BAKU, Azerbaijan, January 11. Rescuers raced against time on Sunday to find dozens of people still missing after a deadly landfill collapse in the central Philippines, TurkicWorld reports via Arab News.
A huge mound of garbage at the 15-hectare Binaliw open landfill in Cebu City collapsed suddenly on Thursday afternoon, burying more than 100 workers and nearby structures and underneath.
The Cebu City Disaster Risk Reduction and Management Office told Arab News that as of Sunday, at least six people were dead, while 30 remained under the debris.
Only light equipment was brought to the site, and rescuers were combing through the high piles of decomposing waste manually.
“The recovery operations are ongoing. Heavy equipment cannot yet be brought into the area because the site is still unstable, and moving any structure or beam could cause the garbage mound to collapse again,” the agency said.
“We’re still hoping that there are survivors.”
While the cause of the landfill collapse remains unclear, the local government in Cebu said factors such as rain softening the soil and September’s earthquake shifting rock formations contributed to the disaster.

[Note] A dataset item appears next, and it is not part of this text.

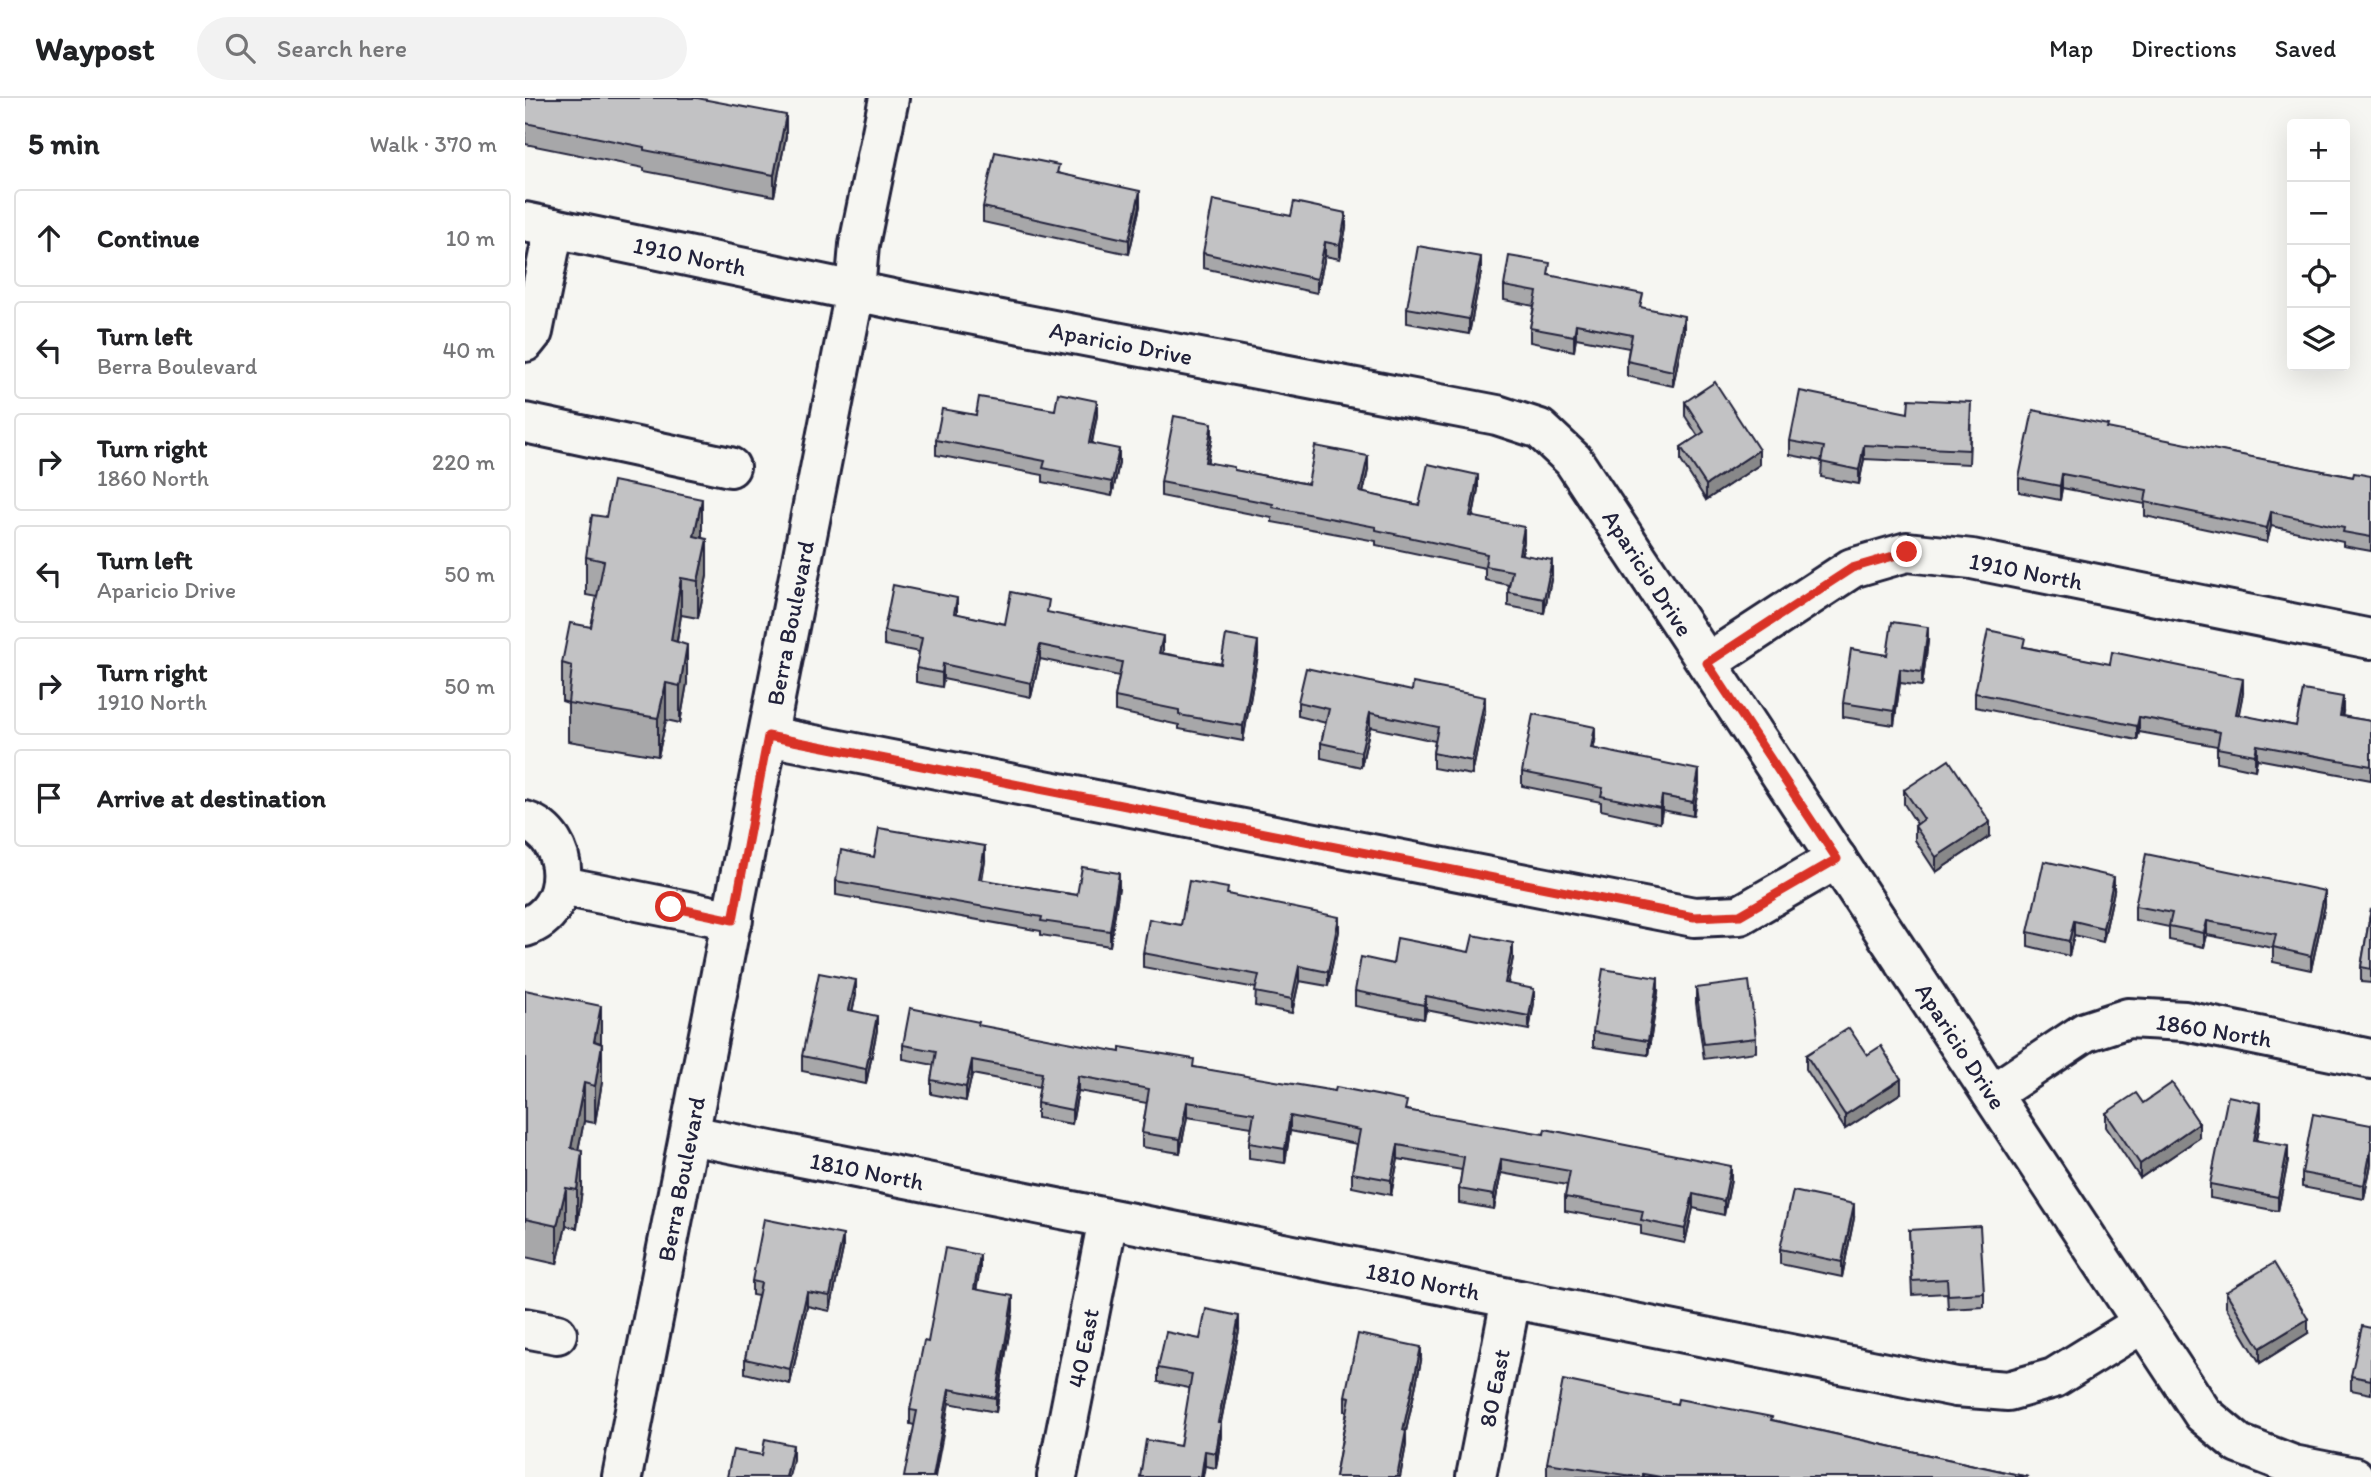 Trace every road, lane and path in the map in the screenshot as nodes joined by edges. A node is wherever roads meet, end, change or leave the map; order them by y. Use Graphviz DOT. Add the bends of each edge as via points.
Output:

For environmentalists, however, it was not unexpected.
Jesse Baring, a Cebu City-based chemical engineer and environmental advocate, said it was an “accident waiting to happen.” As he compared a few months of drone imagery, he told Arab News he had observed a “big lapse on the part of the operator, as they have stockpiled the garbage as if it were on a flat land.”
Greenpeace Philippines said in a statement that the incident painted a “grim picture” of the Philippines’ “broken waste management system” and compared it to the Payatas tragedy in July 2000, when more than 200 residents died after a massive garbage dump collapsed at the Payatas dumpsite in Quezon City.
“The Ecological Solid Waste Management Act of 2000 (Republic Act No. 9003) — a law passed after the Payatas tragedy — was primarily designed to ensure waste prevention through source reduction and segregation, but enforcement has been inconsistent,” Greenpeace said.
Since 2019, when the landfill was opened, it received 600 tons of waste every day, according to data from the Movement for a Livable Cebu, which called for an independent investigation into the landfill disaster and a review of local government waste management plans.
“The residents of Barangay Binaliw have long complained and endured the stench, flies, untreated wastewater leachate, deep well water contamination and other health issues,” said Joel Lee, MLC’s executive director.
“Unless we take decisive action, we are bound to face worse consequences.”